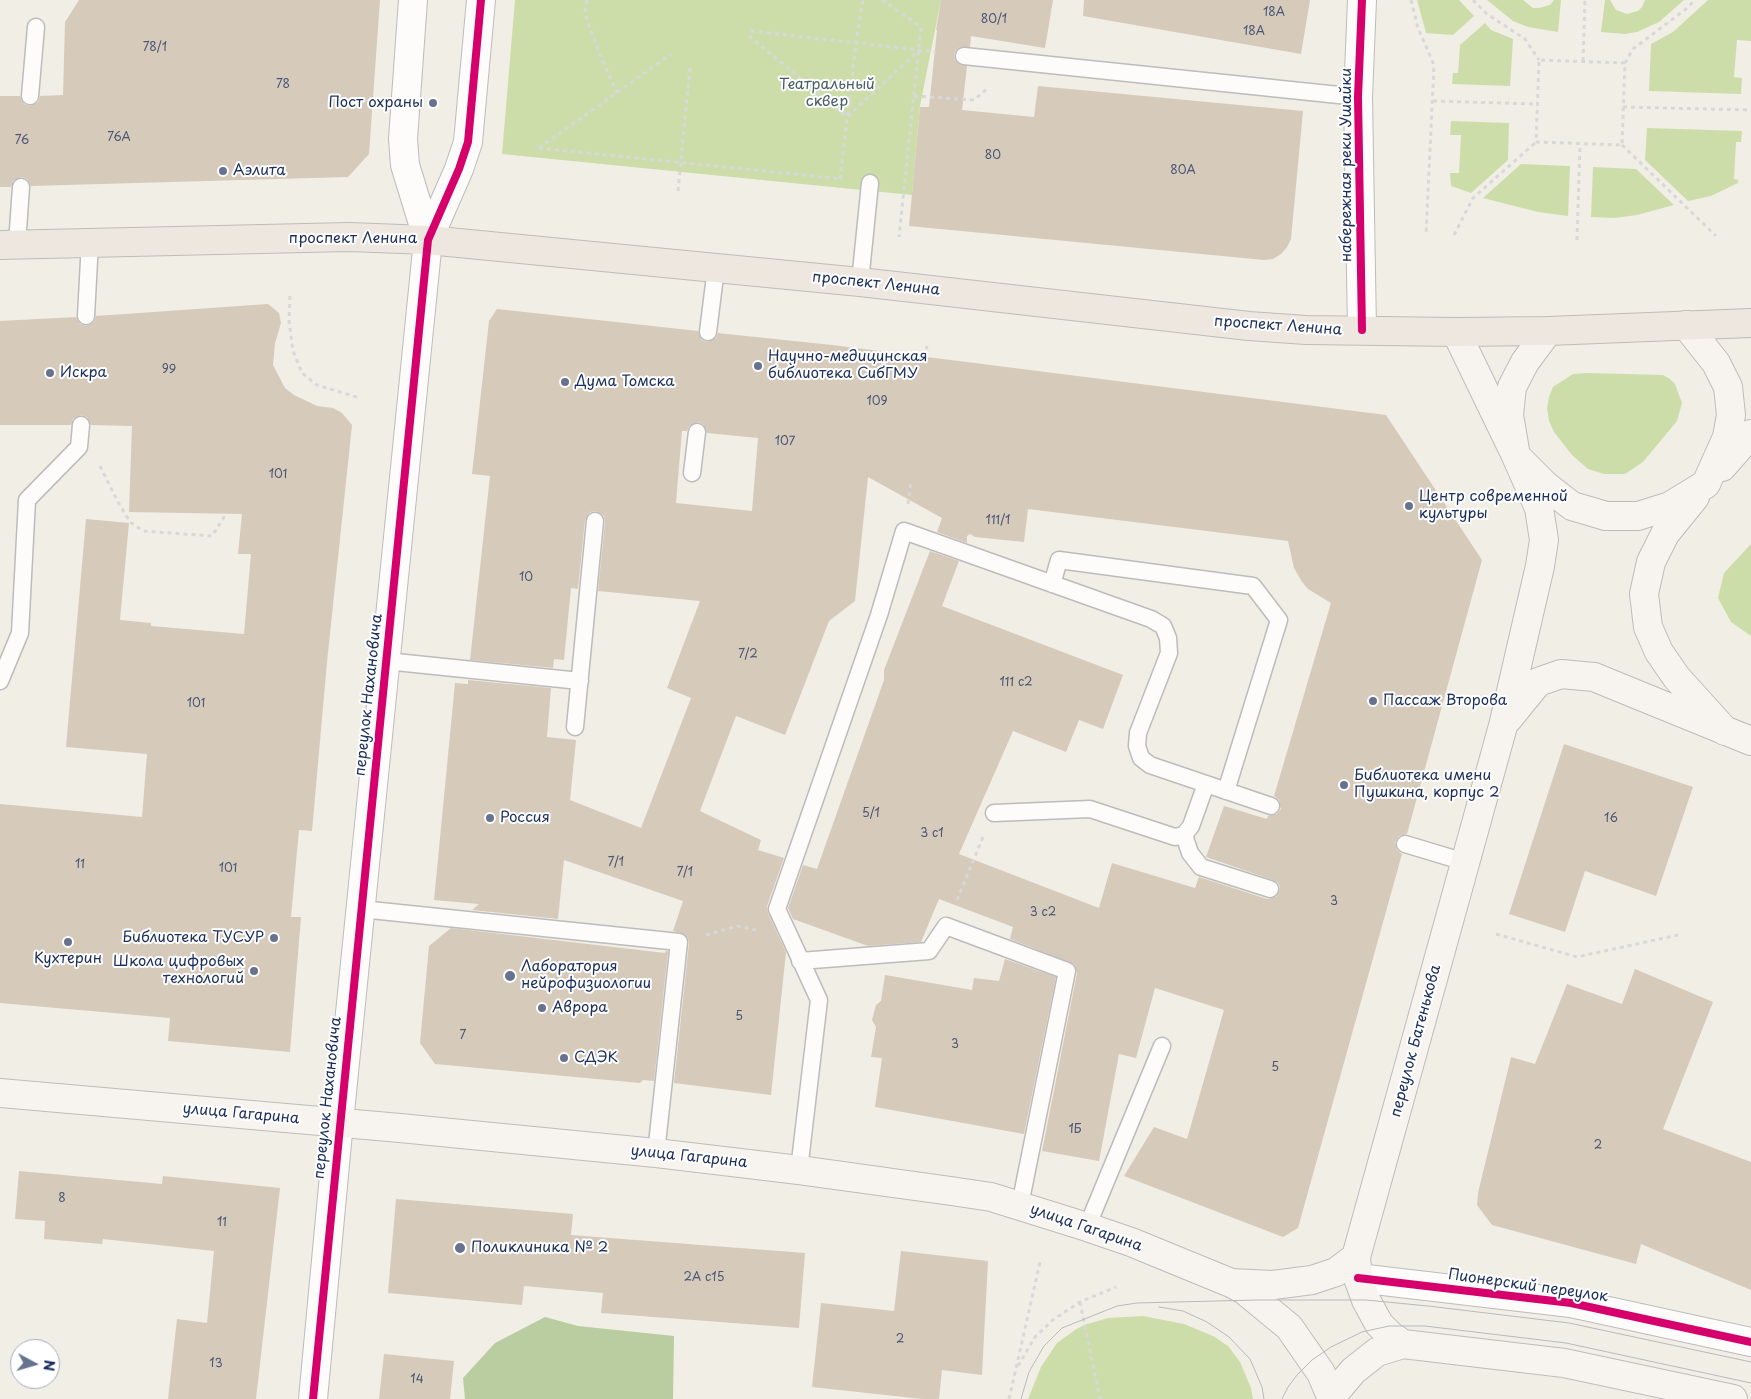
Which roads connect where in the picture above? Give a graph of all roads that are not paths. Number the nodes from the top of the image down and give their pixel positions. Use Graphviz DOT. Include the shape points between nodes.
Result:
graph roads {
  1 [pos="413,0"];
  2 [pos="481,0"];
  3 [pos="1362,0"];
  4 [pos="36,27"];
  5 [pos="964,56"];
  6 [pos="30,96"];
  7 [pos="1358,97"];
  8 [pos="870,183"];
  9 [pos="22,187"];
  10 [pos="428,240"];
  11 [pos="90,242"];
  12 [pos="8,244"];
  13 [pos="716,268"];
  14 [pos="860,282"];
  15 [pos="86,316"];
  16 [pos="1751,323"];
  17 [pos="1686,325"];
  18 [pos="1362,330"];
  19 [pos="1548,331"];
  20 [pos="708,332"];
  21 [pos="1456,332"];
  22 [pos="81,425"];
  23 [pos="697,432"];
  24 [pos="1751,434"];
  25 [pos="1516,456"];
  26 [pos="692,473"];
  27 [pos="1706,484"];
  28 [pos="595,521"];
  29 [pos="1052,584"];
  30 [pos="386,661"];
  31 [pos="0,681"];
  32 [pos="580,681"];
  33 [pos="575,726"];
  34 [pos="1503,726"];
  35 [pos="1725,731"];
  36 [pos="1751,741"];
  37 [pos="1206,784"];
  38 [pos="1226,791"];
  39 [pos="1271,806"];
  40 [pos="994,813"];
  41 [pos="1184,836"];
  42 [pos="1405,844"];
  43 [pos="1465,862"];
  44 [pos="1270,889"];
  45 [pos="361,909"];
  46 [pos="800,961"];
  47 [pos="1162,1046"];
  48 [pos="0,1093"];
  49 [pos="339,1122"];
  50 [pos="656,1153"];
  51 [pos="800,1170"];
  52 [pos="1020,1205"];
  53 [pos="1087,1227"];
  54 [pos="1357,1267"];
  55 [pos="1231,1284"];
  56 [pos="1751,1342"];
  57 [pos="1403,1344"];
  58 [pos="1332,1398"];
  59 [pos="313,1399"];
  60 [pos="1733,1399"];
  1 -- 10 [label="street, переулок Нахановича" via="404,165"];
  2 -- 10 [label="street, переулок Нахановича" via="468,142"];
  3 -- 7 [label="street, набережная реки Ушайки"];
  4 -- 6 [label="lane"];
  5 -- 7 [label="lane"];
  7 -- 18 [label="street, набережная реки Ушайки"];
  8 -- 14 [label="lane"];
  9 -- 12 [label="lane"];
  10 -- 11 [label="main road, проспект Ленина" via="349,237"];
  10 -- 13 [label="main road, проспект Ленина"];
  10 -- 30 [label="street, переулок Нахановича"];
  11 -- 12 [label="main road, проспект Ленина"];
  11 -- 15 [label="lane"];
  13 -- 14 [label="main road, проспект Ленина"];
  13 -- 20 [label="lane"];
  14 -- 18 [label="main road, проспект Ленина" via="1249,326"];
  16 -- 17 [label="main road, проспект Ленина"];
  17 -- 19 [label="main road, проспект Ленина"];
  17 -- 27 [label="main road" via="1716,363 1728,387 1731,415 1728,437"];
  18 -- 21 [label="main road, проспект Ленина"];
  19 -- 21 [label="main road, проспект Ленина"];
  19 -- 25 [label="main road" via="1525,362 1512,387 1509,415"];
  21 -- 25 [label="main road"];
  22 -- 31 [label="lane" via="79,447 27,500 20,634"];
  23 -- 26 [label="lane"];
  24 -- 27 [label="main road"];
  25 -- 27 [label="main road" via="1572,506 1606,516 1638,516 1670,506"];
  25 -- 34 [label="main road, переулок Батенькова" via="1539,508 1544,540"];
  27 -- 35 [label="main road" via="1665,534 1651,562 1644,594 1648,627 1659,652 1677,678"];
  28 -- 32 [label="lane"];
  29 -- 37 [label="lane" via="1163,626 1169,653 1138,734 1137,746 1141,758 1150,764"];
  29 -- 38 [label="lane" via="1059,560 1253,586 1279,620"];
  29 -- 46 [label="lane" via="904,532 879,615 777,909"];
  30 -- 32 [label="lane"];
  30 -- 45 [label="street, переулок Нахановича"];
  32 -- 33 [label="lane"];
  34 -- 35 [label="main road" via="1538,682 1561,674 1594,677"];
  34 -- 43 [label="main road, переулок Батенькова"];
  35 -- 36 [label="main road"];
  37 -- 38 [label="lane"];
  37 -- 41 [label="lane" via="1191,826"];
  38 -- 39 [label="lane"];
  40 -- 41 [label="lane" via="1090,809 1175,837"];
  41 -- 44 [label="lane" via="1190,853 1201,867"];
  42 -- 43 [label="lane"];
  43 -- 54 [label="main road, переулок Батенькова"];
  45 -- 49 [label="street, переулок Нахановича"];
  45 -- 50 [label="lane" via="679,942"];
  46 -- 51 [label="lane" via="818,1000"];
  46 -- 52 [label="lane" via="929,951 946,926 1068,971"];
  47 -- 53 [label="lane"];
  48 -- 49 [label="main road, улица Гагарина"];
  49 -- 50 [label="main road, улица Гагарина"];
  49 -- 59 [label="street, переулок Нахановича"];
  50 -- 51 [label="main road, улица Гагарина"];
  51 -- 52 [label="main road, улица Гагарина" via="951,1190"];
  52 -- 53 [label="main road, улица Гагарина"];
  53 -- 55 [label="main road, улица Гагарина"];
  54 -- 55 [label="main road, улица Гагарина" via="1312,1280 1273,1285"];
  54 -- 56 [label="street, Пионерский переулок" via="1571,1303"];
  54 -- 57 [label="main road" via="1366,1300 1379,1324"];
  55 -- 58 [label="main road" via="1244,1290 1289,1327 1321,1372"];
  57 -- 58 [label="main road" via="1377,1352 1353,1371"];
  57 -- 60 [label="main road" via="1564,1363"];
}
----------------------------------------
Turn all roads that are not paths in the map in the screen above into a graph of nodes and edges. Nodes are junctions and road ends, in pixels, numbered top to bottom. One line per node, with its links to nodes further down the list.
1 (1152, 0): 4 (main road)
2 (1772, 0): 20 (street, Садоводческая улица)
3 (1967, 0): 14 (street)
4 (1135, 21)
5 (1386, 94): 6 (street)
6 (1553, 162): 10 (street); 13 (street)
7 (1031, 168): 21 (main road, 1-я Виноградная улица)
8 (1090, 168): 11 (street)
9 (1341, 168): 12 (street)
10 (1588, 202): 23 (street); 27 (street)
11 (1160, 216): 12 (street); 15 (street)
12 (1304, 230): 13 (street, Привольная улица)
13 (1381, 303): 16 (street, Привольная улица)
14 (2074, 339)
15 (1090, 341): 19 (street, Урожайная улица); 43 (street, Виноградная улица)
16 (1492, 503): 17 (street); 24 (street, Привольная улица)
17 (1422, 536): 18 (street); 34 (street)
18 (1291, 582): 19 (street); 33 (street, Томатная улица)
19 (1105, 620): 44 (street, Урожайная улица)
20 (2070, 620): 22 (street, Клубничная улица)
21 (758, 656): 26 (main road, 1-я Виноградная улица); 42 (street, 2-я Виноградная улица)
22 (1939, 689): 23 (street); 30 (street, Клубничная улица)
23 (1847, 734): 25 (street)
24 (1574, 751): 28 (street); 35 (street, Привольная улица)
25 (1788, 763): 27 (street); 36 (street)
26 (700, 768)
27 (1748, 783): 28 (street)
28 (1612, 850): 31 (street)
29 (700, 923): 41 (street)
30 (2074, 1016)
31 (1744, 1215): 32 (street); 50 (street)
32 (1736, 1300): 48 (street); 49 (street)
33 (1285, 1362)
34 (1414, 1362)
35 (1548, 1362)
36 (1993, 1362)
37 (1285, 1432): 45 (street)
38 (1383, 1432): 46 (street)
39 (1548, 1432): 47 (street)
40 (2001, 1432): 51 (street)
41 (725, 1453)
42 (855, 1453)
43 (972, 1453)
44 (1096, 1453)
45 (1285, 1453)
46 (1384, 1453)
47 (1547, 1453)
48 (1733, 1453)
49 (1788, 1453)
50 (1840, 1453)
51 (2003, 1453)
----------------------------------------
DIRECTIONS FOR THIS TASK
Line count for the string "Виноградная": work it out from the records above and reply with the number alone.

YOUR SOLUTION
3